[Supplied data]

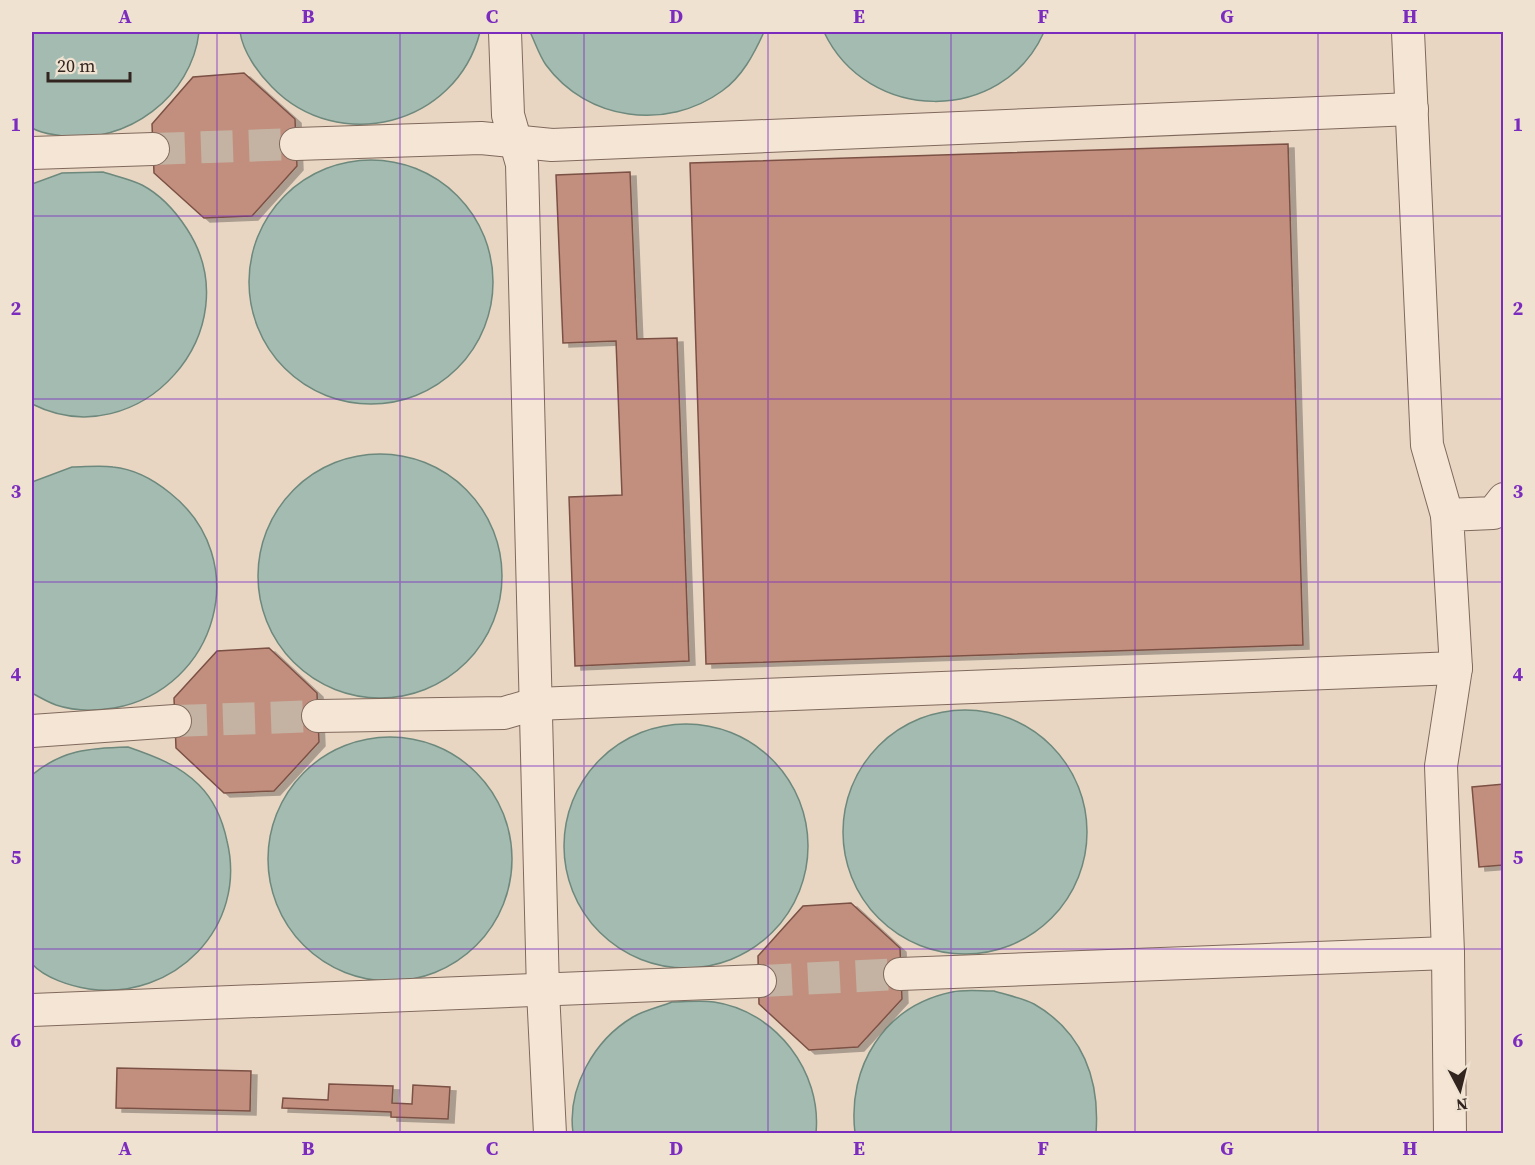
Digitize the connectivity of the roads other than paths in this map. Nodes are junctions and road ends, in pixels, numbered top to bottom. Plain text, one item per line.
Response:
1 (505, 32) edge
2 (1408, 32) edge
3 (1412, 109) junction
4 (516, 142) junction
5 (296, 144) tunnel mouth
6 (153, 149) tunnel mouth
7 (32, 153) edge
8 (1503, 499) edge
9 (1447, 515) junction
10 (1456, 668) junction
11 (536, 704) junction
12 (318, 716) tunnel mouth
13 (175, 721) tunnel mouth
14 (32, 730) edge
15 (1448, 953) junction
16 (900, 974) tunnel mouth
17 (760, 981) tunnel mouth
18 (543, 992) junction
19 (32, 1010) edge
20 (550, 1134) edge
21 (1450, 1134) edge

1 - 4 lane
2 - 3 lane
3 - 4 lane
3 - 9 lane
4 - 5 lane
4 - 11 lane
6 - 7 lane
8 - 9 lane
9 - 10 lane
10 - 11 lane
10 - 15 lane
11 - 12 lane
11 - 18 lane
13 - 14 lane
15 - 16 lane
15 - 21 lane
17 - 18 lane
18 - 19 lane
18 - 20 lane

[/Supplied data]

> What is expected: In the copy, include every entry above exactly and leave out each picture.

> Exercise output:
Digitize the connectivity of the roads other than paths in this map. Nodes are junctions and road ends, in pixels, numbered top to bottom. Plain text, one item per line.
Response:
1 (505, 32) edge
2 (1408, 32) edge
3 (1412, 109) junction
4 (516, 142) junction
5 (296, 144) tunnel mouth
6 (153, 149) tunnel mouth
7 (32, 153) edge
8 (1503, 499) edge
9 (1447, 515) junction
10 (1456, 668) junction
11 (536, 704) junction
12 (318, 716) tunnel mouth
13 (175, 721) tunnel mouth
14 (32, 730) edge
15 (1448, 953) junction
16 (900, 974) tunnel mouth
17 (760, 981) tunnel mouth
18 (543, 992) junction
19 (32, 1010) edge
20 (550, 1134) edge
21 (1450, 1134) edge

1 - 4 lane
2 - 3 lane
3 - 4 lane
3 - 9 lane
4 - 5 lane
4 - 11 lane
6 - 7 lane
8 - 9 lane
9 - 10 lane
10 - 11 lane
10 - 15 lane
11 - 12 lane
11 - 18 lane
13 - 14 lane
15 - 16 lane
15 - 21 lane
17 - 18 lane
18 - 19 lane
18 - 20 lane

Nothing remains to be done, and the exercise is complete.